■ EXERCISE DESCRIPTION ■
Of the material below, the lines to be retyped are those from the line containing "ring tip: (529, 530)" through the line containing "thumb tip: (664, 390)", inclusive; reproduce them exactly.

### RECORD EXCERPTS ###

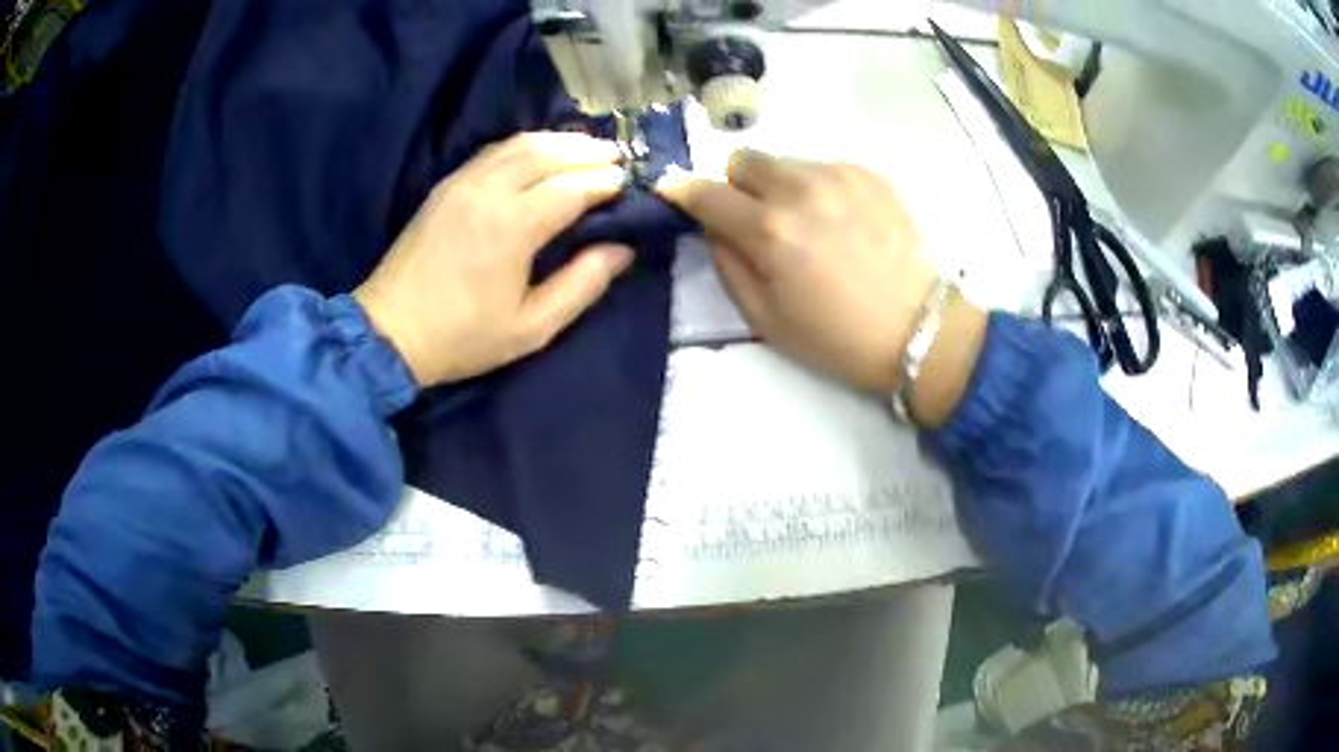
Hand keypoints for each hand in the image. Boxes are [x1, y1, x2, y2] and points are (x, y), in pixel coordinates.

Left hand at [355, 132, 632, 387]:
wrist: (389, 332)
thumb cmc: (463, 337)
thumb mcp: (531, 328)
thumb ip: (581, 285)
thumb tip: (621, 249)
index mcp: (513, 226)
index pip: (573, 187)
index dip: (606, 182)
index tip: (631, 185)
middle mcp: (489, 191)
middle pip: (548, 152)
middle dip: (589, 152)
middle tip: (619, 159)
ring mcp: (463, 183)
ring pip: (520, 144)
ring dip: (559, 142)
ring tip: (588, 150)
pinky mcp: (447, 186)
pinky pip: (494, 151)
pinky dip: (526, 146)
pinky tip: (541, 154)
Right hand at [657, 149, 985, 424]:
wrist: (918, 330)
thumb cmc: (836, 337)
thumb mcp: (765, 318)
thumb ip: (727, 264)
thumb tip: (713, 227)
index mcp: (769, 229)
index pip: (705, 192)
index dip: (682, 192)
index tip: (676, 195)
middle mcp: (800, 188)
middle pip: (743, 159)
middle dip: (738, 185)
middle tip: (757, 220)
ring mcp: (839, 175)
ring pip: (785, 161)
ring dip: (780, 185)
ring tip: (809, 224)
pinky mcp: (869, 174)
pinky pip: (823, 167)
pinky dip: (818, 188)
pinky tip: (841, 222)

###
### RECORD EXCERPTS ###

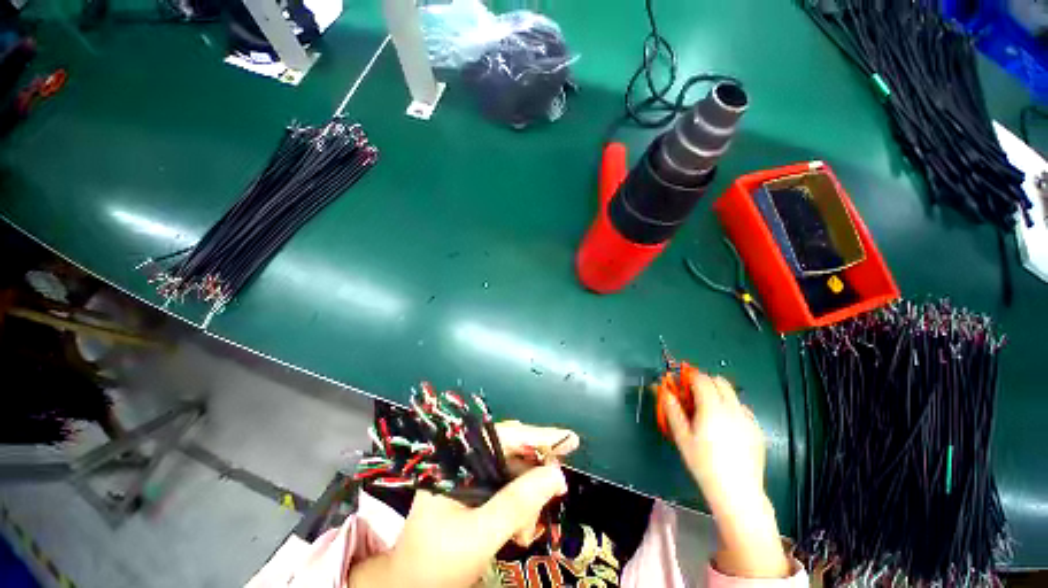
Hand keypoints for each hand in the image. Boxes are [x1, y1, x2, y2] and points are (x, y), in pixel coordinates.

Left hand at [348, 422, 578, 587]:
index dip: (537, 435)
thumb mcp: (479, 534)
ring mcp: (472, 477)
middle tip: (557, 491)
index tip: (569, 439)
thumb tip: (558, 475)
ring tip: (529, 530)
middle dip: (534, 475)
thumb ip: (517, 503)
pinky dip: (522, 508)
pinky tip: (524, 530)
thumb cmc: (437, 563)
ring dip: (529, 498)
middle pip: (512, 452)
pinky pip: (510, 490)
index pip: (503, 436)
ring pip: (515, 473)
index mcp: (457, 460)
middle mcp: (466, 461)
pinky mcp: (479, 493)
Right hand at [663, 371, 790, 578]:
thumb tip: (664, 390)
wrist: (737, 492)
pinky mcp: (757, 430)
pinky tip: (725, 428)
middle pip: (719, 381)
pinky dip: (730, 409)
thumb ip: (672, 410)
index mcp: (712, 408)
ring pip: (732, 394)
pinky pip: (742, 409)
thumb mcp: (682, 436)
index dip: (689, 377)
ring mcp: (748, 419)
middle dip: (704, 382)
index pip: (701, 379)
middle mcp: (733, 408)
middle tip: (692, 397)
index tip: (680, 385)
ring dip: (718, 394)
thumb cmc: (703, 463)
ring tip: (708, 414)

###

■ EXERCISE ANSWER ■
ring tip: (529, 530)
middle dip: (534, 475)
thumb ip: (517, 503)
pinky dip: (522, 508)
pinky tip: (524, 530)
thumb cmc: (437, 563)
ring dip: (529, 498)
middle pip: (512, 452)
pinky pip: (510, 490)
index pip: (503, 436)
ring pip: (515, 473)
index mcp: (457, 460)
middle mcp: (466, 461)
pinky mcp: (479, 493)
Right hand at [663, 371, 790, 578]:
thumb tip: (664, 390)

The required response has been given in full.